Libro originale, ripercorre attraverso due biografie la storia di due confini: quello tra sudtirolesi e italiani, e quello tra italiani e sloveni. Confini ora tangibili, ora invisibili, modificati nel tempo dalla politica sino a diventare oggi i più aperti d’Europa. Ma con una lunga scia di odio, morte, diffidenza e danni alle persone. L’autore narra due storie emblematiche di gente comune: la storia di Giovanni Postal, cantoniere italiano presso Salorno (dove scorre la linea linguistica che divide da sempre italiani e tedeschi), e di Udo Grobar, pensionato della minoranza slovena di Gorizia con i parenti oltrela Casa Rossa, che all’epoca equivaleva al Muro di Berlino.

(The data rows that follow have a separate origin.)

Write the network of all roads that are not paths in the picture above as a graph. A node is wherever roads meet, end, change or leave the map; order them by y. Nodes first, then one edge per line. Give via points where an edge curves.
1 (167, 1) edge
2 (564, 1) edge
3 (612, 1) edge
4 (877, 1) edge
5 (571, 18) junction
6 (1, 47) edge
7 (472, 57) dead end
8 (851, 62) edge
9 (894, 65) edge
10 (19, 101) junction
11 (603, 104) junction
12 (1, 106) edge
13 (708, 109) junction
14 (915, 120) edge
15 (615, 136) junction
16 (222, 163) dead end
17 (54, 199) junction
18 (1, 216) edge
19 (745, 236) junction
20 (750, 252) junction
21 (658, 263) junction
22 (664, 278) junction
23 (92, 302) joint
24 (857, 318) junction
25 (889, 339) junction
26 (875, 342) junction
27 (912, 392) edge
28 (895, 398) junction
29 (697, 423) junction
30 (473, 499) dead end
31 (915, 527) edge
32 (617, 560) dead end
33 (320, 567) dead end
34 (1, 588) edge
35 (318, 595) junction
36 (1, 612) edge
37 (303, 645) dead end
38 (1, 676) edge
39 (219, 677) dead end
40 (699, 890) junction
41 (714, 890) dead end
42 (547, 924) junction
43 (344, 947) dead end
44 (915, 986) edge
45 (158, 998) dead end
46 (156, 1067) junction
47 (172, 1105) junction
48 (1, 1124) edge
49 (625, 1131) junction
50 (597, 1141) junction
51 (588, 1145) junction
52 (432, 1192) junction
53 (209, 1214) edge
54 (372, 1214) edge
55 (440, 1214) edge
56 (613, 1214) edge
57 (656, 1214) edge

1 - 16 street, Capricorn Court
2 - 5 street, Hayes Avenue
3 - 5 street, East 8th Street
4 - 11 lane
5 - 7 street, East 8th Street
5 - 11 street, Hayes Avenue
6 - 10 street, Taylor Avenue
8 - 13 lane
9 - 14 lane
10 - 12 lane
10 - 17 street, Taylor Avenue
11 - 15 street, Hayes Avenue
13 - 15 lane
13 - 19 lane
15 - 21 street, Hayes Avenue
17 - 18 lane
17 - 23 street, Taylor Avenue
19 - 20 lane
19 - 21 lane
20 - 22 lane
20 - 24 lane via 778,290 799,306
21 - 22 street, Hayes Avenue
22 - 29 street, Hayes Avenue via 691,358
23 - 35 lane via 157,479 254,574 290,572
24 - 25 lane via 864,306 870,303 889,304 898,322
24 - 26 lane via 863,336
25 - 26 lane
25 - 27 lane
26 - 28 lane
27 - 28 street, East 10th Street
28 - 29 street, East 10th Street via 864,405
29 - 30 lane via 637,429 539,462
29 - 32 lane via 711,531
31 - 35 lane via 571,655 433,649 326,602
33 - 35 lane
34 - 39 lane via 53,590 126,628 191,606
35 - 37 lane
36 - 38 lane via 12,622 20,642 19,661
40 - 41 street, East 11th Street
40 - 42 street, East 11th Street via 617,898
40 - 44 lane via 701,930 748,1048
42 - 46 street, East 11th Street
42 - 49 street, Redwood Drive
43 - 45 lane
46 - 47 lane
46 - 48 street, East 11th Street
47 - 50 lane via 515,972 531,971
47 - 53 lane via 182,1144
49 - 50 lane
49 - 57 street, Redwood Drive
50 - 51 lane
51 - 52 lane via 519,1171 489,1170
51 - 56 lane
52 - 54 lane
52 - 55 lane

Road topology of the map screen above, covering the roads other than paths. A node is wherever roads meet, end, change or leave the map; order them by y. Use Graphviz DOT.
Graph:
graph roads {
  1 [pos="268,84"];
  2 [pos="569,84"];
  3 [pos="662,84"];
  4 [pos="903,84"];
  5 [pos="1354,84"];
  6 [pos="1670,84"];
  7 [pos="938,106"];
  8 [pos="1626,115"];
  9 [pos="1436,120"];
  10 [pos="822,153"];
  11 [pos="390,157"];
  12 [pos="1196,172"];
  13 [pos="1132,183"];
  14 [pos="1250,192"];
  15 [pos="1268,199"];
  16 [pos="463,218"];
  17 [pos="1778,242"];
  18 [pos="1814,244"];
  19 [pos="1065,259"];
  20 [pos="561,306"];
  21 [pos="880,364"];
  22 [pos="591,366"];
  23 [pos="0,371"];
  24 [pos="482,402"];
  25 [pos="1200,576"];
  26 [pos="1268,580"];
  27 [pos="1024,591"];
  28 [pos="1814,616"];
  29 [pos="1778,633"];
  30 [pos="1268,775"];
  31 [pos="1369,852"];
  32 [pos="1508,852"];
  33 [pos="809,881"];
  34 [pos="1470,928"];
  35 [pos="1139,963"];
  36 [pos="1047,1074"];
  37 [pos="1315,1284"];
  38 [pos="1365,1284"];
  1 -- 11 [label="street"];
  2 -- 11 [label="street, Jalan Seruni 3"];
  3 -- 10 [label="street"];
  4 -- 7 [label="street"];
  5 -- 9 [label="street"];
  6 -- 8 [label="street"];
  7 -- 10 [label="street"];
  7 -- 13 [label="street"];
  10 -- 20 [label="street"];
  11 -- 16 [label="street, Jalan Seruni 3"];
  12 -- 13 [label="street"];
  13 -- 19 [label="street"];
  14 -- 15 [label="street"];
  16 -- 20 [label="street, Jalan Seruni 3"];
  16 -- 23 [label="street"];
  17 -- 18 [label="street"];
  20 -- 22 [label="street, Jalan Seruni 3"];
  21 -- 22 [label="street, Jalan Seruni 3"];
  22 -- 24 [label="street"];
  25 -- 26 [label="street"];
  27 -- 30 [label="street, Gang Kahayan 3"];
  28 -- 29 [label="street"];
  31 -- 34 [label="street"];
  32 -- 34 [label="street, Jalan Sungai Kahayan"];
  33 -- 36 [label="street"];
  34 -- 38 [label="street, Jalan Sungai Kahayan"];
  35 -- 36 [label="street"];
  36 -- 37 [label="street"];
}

Il primo salta per aria nel 1961 mentre cerca di rimuovere un ordigno messo lungo la strada dai terroristi tirolesi, l’altro si trova  nel1991 inmezzo alle sparatorie tra milizia slovena ed Esercito federale jugoslavo per il controllo dei valichi di frontiera. Due uomini comuni ed abitudinari, sconvolti e travolti dalla Storia. Di entrambi seguiamo da vicino la vita banale, regolare, fino a quel momento in cui la loro vita cambia o sparisce. Giovanni Postal e Udo Grabar si trovano in mezzo ad avvenimenti più grandi di loro e non hanno la coscienza politica o la cultura per affrontarli. Sono dunque perdenti. Conquistano però il loro posto nella storia, che non è fatta solo di episodi di guerra e trattati di pace. Ma anche nel grande romanzo storico i protagonisti si trovano sempre al momento sbagliato nel posto sbagliato, incapaci di scegliere tra la fedeltà al proprio clan e il nuovo che avanza, e soprattutto poco coscienti del cambiamento epocale. Qui, anche se malconcio, Udo Grobar almeno resta vivo, mentre Giovanni Postal paga caro il suo senso civico e anche la sua imprudenza.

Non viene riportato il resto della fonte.